There is evidence from preclinical models that the gut microbiome may impact outcomes from gastrointestinal surgery, and that surgery may alter the gut microbiome. However, the extent to which gastrointestinal surgery modulates the gut microbiome in clinical practice is currently poorly defined. This systematic review aims to evaluate the changes observed in the gut microbiome after gastrointestinal surgery.
A systematic review and meta-analysis were conducted according to the PRISMA guidelines by screening EMBASE, MEDLINE/PubMed, Web of Science, and CENTRAL for comparative studies meeting the predetermined inclusion criteria. The primary outcome was the difference between pre and postoperative bacterial taxonomic composition and diversity metrics among patients receiving gastrointestinal surgery.

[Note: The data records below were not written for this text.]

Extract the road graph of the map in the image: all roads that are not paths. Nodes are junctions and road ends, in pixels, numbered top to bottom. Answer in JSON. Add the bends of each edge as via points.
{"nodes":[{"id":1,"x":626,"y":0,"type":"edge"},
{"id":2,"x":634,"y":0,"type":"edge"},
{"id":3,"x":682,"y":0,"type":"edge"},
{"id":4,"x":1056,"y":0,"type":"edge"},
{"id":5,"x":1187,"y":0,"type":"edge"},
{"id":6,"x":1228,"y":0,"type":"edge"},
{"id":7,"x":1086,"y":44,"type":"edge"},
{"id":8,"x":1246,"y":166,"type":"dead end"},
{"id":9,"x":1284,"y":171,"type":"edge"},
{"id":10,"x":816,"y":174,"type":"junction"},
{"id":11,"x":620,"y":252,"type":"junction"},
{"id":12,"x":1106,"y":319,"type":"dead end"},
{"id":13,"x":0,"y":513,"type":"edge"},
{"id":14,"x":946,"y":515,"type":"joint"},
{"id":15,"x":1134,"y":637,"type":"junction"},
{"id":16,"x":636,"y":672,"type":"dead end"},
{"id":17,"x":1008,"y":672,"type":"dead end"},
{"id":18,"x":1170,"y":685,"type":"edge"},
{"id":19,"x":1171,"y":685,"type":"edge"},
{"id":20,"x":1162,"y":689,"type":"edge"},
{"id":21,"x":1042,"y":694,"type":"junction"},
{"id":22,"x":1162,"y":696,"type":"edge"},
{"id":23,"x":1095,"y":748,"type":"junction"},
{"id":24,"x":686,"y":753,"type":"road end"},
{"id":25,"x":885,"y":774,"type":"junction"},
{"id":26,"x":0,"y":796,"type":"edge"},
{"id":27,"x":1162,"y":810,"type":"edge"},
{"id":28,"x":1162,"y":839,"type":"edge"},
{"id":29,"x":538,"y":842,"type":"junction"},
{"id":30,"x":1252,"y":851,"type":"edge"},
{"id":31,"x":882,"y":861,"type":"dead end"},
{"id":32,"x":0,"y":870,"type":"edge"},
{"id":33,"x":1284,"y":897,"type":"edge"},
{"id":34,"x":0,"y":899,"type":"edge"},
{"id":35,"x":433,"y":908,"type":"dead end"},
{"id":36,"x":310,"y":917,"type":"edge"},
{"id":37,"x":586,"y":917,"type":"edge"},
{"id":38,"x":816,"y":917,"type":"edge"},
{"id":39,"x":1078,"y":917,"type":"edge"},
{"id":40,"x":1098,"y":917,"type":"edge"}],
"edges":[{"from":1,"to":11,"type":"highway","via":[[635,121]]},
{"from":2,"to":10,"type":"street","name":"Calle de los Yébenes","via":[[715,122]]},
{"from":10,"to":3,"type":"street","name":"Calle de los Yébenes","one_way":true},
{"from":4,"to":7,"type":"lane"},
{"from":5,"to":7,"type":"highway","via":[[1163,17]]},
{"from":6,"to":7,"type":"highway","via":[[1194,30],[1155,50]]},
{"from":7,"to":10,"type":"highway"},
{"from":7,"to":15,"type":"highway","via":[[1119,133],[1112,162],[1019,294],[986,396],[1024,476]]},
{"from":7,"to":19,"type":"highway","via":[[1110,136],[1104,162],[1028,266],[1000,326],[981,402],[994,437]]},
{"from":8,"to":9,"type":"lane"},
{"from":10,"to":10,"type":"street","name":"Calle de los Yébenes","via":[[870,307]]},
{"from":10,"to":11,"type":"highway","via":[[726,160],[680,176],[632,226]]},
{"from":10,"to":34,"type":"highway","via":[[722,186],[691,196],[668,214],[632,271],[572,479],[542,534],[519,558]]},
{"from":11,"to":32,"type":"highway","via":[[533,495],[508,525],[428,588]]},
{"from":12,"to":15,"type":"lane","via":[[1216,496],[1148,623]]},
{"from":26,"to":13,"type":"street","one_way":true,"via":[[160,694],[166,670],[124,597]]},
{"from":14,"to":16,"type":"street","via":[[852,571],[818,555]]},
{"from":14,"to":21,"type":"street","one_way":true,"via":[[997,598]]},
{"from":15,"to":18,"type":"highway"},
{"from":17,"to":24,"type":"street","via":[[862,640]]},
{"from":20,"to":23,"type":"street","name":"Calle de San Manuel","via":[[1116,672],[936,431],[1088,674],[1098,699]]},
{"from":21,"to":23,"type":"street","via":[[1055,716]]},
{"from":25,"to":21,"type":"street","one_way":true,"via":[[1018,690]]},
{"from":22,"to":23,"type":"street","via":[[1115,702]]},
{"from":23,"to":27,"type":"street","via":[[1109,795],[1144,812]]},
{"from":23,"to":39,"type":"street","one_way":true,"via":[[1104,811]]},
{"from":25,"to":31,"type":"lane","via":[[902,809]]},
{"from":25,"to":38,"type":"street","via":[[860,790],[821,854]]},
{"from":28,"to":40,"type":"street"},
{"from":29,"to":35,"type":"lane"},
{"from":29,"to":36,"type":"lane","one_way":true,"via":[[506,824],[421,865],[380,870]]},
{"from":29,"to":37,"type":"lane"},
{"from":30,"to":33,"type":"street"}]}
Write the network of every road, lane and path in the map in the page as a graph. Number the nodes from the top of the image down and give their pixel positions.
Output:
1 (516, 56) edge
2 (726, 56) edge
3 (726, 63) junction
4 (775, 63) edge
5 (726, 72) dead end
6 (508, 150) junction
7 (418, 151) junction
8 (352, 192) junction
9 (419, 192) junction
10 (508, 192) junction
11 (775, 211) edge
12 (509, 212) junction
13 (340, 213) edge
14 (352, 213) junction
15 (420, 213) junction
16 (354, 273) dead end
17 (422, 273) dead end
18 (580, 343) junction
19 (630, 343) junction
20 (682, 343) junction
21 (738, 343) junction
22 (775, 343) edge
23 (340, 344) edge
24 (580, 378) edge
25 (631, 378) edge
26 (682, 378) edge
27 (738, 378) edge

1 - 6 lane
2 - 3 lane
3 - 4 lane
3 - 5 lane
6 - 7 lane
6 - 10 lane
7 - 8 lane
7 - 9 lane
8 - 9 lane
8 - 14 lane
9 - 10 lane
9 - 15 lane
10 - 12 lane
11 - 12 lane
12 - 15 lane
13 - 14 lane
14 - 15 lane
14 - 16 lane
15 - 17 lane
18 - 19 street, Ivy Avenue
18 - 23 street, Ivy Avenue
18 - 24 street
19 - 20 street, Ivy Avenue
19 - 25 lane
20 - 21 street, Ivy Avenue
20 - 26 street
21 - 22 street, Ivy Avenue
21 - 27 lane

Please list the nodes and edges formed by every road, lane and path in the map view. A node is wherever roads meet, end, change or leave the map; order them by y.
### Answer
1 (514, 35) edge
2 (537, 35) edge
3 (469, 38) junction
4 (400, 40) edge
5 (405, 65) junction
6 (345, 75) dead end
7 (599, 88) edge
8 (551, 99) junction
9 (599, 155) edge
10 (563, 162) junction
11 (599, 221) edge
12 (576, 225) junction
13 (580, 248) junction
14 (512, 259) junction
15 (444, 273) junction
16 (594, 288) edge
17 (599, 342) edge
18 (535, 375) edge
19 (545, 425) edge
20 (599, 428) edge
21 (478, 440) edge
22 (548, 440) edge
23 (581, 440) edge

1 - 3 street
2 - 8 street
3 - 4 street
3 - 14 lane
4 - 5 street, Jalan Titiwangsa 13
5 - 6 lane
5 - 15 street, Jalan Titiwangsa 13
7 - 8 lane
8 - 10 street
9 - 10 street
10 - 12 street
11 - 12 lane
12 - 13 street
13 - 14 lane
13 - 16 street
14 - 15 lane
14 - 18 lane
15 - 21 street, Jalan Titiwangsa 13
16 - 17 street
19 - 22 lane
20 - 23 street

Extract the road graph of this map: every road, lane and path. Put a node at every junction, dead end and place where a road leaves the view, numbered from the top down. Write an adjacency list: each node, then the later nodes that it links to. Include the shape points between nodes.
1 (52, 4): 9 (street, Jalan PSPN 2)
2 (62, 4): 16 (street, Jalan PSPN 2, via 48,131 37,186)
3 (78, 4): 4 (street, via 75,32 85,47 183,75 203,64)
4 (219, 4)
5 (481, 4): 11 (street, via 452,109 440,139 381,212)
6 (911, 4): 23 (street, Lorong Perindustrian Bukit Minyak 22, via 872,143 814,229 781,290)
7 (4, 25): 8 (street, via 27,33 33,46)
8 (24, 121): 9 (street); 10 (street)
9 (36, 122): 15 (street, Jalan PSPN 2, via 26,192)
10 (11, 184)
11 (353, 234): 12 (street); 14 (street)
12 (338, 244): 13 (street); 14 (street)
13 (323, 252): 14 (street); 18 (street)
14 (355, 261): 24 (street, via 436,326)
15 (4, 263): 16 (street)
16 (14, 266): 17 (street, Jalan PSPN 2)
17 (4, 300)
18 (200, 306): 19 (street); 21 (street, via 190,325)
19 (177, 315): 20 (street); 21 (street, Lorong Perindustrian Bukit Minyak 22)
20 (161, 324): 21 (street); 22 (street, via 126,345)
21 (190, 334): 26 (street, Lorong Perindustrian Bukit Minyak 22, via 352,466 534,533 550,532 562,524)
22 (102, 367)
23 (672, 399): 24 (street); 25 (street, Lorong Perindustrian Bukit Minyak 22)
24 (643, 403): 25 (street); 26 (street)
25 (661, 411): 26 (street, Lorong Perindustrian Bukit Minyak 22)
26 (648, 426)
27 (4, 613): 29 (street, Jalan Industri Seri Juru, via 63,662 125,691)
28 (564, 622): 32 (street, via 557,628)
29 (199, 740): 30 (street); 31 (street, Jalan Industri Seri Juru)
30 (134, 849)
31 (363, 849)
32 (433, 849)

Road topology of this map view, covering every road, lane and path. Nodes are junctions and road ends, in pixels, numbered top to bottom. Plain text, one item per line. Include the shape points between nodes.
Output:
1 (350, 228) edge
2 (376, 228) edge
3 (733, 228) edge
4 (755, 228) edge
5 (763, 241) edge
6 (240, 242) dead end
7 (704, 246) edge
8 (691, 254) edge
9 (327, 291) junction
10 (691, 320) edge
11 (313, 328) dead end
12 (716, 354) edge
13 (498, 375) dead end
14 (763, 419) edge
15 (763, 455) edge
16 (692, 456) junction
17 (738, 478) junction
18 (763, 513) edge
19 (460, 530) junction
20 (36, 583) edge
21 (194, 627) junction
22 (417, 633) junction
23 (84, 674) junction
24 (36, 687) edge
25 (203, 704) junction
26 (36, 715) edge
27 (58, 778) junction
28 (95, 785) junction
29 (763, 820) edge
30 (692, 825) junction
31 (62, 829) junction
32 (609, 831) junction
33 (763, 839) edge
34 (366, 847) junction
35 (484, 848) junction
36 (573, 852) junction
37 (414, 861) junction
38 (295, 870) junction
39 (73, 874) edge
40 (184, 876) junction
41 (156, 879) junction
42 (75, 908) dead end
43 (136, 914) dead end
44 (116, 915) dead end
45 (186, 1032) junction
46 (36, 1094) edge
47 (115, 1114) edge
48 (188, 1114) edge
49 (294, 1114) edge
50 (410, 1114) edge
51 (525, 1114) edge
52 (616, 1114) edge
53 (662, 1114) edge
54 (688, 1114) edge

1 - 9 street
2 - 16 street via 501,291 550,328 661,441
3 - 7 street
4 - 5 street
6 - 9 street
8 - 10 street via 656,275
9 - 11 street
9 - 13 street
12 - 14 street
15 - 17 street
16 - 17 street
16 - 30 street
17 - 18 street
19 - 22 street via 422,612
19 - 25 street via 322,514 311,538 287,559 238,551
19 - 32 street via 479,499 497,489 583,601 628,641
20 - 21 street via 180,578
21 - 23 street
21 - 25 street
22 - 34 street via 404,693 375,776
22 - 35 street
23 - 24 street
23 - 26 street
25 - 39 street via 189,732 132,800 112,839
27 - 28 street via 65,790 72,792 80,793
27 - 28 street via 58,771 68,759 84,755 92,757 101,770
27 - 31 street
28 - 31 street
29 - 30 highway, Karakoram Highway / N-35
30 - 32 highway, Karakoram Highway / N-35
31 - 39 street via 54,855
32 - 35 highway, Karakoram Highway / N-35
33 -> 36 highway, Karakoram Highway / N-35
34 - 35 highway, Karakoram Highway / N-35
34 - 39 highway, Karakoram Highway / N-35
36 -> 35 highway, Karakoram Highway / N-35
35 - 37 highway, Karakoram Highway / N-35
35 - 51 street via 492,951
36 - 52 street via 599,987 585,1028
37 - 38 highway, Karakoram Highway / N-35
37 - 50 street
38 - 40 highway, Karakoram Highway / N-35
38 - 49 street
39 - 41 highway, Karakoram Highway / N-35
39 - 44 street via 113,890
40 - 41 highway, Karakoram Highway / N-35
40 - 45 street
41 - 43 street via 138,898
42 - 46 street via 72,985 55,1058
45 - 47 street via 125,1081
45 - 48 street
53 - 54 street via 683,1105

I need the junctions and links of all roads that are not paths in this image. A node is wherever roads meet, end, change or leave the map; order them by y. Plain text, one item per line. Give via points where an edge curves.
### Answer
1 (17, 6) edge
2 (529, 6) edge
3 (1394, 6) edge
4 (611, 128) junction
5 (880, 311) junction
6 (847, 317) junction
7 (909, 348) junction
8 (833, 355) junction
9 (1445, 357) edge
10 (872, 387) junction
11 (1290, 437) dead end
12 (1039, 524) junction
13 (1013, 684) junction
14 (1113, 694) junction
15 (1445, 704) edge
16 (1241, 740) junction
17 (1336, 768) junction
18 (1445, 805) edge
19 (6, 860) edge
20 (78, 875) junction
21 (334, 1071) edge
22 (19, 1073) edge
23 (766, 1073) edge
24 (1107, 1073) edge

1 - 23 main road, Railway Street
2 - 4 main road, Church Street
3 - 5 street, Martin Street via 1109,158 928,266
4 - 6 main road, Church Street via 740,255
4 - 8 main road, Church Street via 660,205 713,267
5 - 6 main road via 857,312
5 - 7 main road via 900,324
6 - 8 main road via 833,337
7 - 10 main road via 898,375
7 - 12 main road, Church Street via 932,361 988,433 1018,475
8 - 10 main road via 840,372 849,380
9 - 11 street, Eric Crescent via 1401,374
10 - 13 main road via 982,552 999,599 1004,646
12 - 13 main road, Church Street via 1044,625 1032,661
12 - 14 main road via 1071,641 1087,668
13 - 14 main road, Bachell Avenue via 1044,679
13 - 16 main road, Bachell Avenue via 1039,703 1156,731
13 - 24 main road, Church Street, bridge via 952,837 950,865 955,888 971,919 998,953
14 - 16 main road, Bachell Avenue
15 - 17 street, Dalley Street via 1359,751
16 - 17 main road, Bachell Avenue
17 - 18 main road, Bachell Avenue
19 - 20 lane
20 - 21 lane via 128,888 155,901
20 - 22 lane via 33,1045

In total, 33 studies were identified including 6 randomized controlled trials and 27 prospective cohort studies reporting a total of 968 patients. Gastrointestinal surgery was associated with an increase in α diversity and a shift in β diversity postoperatively. Multiple bacterial taxa were identified to consistently trend toward an increase or decrease postoperatively. A difference in microbiota across geographic provenance was also observed. There was a distinct lack of studies showing correlation with clinical outcomes or performing microbiome functional analysis. Furthermore, there was a lack of standardization in sampling, analytical methodology, and reporting.
This review highlights changes in bacterial taxa associated with gastrointestinal surgery. There is a need for standardization of microbial analysis methods and reporting of results to allow interstudy comparison. Further adequately powered multicenter studies are required to better assess variation in microbial changes and its potential associations with clinical outcomes.